*** Given records ***

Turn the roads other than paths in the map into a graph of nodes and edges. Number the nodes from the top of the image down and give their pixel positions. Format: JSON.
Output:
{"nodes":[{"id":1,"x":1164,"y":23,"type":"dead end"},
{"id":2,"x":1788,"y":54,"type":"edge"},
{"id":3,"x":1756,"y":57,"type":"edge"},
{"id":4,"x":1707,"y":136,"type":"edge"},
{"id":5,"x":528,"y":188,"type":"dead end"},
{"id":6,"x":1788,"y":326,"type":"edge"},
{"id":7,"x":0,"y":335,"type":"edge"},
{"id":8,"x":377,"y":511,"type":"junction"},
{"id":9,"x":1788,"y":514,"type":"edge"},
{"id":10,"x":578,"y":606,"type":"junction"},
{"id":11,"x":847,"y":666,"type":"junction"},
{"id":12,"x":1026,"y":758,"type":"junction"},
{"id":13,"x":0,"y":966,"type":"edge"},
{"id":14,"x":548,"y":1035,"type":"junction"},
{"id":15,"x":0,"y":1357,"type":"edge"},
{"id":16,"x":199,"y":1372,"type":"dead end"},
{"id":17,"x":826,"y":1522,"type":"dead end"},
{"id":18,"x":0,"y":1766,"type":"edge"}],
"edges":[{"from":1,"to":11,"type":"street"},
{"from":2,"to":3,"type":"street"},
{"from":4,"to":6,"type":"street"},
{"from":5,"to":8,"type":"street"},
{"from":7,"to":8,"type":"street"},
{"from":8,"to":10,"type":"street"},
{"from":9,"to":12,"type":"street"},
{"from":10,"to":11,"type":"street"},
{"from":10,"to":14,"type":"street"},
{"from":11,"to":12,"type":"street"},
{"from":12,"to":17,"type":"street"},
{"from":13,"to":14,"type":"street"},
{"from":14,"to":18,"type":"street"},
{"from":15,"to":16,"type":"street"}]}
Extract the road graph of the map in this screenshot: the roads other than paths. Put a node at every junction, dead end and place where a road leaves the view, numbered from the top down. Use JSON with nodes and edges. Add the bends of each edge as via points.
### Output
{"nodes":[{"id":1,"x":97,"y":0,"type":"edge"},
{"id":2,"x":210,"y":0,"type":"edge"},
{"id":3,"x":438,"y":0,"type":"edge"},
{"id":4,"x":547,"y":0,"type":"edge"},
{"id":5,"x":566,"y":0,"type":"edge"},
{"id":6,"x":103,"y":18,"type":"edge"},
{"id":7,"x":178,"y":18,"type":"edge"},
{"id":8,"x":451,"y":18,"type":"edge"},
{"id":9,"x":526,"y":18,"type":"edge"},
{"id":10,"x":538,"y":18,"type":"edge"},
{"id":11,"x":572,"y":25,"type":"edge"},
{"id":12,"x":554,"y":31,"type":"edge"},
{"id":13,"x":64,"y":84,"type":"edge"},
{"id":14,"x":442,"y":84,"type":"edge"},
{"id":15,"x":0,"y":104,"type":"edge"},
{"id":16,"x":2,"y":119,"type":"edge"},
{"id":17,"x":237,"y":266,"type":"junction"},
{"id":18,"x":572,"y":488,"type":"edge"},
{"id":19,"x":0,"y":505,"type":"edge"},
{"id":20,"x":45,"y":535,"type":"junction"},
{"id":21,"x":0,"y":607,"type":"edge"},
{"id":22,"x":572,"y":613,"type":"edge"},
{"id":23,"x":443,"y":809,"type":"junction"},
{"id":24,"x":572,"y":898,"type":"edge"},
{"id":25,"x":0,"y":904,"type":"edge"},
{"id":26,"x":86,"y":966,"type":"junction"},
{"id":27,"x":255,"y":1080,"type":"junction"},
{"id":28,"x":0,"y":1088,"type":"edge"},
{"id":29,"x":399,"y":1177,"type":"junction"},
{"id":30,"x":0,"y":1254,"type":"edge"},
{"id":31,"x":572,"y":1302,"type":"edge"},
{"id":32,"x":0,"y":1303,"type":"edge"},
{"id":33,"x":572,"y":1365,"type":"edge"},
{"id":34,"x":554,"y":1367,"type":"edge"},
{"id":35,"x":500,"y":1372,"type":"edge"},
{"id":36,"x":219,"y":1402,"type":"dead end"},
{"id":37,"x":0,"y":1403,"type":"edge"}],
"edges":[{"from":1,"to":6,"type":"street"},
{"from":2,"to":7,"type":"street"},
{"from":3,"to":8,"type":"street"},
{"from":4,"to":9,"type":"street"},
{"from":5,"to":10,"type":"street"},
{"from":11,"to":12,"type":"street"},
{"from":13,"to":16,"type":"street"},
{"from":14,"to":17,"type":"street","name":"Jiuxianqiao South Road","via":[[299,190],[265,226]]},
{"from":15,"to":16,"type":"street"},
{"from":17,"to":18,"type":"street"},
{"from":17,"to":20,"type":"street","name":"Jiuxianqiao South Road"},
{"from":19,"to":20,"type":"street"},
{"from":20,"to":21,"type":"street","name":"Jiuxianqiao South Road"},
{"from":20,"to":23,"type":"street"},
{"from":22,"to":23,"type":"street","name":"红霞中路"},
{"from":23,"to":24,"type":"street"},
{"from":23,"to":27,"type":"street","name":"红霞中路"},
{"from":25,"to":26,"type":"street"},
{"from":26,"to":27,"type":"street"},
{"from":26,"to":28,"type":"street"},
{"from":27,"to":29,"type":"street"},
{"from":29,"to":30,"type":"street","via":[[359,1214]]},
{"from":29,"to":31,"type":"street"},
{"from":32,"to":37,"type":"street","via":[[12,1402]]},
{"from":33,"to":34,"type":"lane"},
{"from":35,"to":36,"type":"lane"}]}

*** End of Given records ***

■ Required action ■
For each line above that contains the word "Jiuxianqiao", copy that line.

■ Completed task ■
{"from":14,"to":17,"type":"street","name":"Jiuxianqiao South Road","via":[[299,190],[265,226]]},
{"from":17,"to":20,"type":"street","name":"Jiuxianqiao South Road"},
{"from":20,"to":21,"type":"street","name":"Jiuxianqiao South Road"},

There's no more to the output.